One of the challenges everyone faces when developing mobile apps is to make them easy to use for the broader public. Getting feedback on the UX (User Experience) of an app is a crucial part of making systems more intuitive, and there are many ways to get that feedback. Surveying users is probably the most common option. However, it has limitations and is not always suitable for covering all the possible situations.
One of the most powerful approaches we’ve been investigating is eye tracking, which is invaluable in learning how people focus on different areas of a website or app. This method is usually not popular to perform because it requires expensive tracking devices and software.
As part of our recent collaboration with Data Science Institute at Bournemouth University we have been working on developing a low-cost eye tracking app which works with any modern Android tablet with a front facing camera. Our app integrates state-of-the-art computer vision algorithms for gaze detection combined with machine learning to calculate accurate predictions.

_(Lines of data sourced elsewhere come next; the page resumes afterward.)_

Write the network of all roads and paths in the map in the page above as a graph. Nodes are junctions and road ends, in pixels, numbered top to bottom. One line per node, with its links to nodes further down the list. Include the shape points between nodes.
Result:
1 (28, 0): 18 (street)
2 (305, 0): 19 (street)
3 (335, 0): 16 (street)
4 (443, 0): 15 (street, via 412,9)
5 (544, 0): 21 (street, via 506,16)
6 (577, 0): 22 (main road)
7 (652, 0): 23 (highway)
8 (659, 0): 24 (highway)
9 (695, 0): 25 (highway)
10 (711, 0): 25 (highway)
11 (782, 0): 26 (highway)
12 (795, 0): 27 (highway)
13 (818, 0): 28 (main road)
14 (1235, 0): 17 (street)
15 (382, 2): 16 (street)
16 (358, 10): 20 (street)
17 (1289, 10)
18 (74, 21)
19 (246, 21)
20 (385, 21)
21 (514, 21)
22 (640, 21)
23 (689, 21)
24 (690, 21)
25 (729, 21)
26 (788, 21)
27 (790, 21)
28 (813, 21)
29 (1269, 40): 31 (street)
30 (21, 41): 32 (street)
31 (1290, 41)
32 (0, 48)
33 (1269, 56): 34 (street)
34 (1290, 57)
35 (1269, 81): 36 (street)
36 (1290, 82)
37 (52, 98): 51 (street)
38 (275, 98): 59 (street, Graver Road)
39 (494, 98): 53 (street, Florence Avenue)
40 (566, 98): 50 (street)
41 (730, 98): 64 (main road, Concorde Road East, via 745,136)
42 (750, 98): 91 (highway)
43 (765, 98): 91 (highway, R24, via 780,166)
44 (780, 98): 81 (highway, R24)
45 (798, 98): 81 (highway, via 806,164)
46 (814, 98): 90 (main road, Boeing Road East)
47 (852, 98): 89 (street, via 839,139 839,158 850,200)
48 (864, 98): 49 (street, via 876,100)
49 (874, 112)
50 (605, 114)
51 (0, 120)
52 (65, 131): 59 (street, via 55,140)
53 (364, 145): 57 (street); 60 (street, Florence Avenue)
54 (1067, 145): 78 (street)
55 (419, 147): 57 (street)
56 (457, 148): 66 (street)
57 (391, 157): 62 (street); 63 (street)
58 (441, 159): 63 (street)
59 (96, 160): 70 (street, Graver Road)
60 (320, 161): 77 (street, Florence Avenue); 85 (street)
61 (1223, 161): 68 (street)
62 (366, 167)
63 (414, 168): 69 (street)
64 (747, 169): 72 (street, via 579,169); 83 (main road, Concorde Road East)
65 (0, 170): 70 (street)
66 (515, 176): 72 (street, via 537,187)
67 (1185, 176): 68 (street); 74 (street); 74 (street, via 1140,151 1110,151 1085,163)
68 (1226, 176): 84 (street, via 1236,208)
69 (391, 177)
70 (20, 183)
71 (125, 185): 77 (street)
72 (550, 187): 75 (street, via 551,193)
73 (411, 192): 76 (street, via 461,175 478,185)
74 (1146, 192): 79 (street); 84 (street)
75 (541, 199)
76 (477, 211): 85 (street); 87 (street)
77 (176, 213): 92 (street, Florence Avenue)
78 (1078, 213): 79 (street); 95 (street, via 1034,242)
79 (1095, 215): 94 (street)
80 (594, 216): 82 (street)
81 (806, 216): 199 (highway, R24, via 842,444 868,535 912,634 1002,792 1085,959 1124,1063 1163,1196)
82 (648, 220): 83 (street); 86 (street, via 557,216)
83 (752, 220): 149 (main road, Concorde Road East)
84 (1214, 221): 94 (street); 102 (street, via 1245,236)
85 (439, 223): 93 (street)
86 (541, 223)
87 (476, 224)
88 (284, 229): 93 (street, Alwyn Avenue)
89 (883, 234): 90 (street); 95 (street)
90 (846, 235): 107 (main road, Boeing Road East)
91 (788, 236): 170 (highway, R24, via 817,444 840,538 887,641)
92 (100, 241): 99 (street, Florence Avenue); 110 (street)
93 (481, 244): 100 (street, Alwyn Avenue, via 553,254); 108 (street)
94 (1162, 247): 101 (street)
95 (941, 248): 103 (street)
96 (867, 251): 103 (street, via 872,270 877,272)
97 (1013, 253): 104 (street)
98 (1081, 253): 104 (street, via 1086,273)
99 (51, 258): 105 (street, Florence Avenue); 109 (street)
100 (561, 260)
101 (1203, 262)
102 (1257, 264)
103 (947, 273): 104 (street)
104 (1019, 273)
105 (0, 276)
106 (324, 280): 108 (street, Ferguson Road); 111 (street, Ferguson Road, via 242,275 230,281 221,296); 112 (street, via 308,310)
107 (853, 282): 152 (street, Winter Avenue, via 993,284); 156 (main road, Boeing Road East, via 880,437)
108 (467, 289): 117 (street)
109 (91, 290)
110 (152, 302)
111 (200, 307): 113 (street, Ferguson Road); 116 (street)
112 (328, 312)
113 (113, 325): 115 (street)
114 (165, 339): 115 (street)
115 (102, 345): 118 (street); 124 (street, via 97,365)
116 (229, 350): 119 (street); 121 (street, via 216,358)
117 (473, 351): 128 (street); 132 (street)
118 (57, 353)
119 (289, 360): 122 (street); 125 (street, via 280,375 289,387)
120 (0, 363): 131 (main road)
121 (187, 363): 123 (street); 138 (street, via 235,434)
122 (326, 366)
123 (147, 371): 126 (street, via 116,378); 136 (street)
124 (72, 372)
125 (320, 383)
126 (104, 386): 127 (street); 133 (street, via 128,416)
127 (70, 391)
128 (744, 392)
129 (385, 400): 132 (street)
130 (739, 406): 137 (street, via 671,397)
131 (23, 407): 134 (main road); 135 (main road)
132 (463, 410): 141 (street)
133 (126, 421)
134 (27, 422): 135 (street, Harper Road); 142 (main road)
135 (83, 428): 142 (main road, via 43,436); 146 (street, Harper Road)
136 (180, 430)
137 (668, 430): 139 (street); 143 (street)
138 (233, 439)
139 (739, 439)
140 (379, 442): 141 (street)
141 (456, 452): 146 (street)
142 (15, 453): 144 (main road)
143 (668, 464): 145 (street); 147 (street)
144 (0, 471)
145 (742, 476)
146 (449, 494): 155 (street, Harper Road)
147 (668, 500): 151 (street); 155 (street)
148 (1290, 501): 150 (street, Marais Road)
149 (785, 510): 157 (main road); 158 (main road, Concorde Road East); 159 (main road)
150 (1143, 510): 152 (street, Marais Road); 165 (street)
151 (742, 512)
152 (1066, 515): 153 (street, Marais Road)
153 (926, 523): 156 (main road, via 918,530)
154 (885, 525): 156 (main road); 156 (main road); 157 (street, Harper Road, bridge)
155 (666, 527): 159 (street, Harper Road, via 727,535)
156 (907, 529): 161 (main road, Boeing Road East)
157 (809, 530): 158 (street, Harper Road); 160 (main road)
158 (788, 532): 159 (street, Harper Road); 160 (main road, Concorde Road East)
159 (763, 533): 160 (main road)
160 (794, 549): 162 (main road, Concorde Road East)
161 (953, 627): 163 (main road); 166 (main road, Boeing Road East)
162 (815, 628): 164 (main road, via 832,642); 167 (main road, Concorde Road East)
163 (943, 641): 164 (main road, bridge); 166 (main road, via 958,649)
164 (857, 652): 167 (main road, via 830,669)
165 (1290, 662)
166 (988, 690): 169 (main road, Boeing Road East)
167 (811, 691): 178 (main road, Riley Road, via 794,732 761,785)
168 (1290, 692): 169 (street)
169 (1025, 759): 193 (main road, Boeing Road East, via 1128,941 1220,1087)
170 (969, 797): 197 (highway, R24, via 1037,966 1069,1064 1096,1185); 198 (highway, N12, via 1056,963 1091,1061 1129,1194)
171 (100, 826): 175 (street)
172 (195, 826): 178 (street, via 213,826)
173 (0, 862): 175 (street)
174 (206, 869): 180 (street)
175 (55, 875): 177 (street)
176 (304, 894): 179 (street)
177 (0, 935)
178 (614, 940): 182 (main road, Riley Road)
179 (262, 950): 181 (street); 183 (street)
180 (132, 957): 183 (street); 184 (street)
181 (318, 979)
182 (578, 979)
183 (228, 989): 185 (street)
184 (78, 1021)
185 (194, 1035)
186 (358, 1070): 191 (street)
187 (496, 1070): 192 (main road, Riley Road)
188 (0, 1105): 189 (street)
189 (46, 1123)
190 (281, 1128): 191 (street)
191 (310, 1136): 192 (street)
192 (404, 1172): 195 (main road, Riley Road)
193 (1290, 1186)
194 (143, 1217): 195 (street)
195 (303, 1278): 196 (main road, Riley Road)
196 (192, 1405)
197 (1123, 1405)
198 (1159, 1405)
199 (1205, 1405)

Our Android mobile app (available on GitHub) combines several open-source components:
- OpenCV: the major open-source computer vision library.
- Cambridge face tracker: a Constrained Local Model (CLM) framework developed by Tadas Baltrušaitis from the University of Cambridge.
- dlib: a C++ library for machine learning.
- Boost: a collection of C++ libraries.
- Weka: the main library for machine learning algorithms.
All these components have been carefully integrated using Android SDK and NDK.
Our app works as follows:
- In an initial training phase the user is asked to look at a point which is moving around the screen. At the same time, we process the frames captured by the camera to extract the 3D vectors representing the user’s sight. We then use the list of points and vectors to build two predictive models (one for each screen coordinate).
- After that, the real-time detection phase starts. Here we continuously calculate the 3D vectors for each incoming frame. Finally, we use them as input to predict the region of the screen at which the user is looking at. To make such predictions we use the k-NN models which have been personalised with data from the user.
The most time consuming part is finding the face landmarks (see picture below). In the first place, a cascade classifier based on local binary patterns (LBP) is used to detect the face. We could also use a Haar cascade which is more robust, but at the same time slower than LBP. Then, a CLM grid is adjusted into the face which provides the location of the 70 landmarks. The 3D gaze vectors are then detected using the head position and the location of the pupils. A more detailed explanation can be found in this paper, Rendering of Eyes for Eye-Shape Registration and Gaze Estimation.
A major issue that we found during the development of this app is the limited CPU computation power in tablets compared with desktops. Frame-by-frame processing is quite CPU intensive and it can lead to a poor user experience if such processing is not fast enough. Nevertheless, we believe that in a few years that problem will be overcome by more powerful processors.
In addition, the development of Deep Learning in the recent years is boosting the way computers are learning (see e.g. Virtual Eyes Train Deep Learning Algorithm to Recognize Gaze Direction). In the near future we will see how these algorithms help to improve the robustness of gaze detection and many other fields.
Our preliminary results have been very promising and we are motivated to continue further with this project since it could have multiple use cases and benefit a large variety of people. Possible applications include any hands-free control of devices (e.g. from drivers to people with reduced mobility), usability tests, videogames, and more.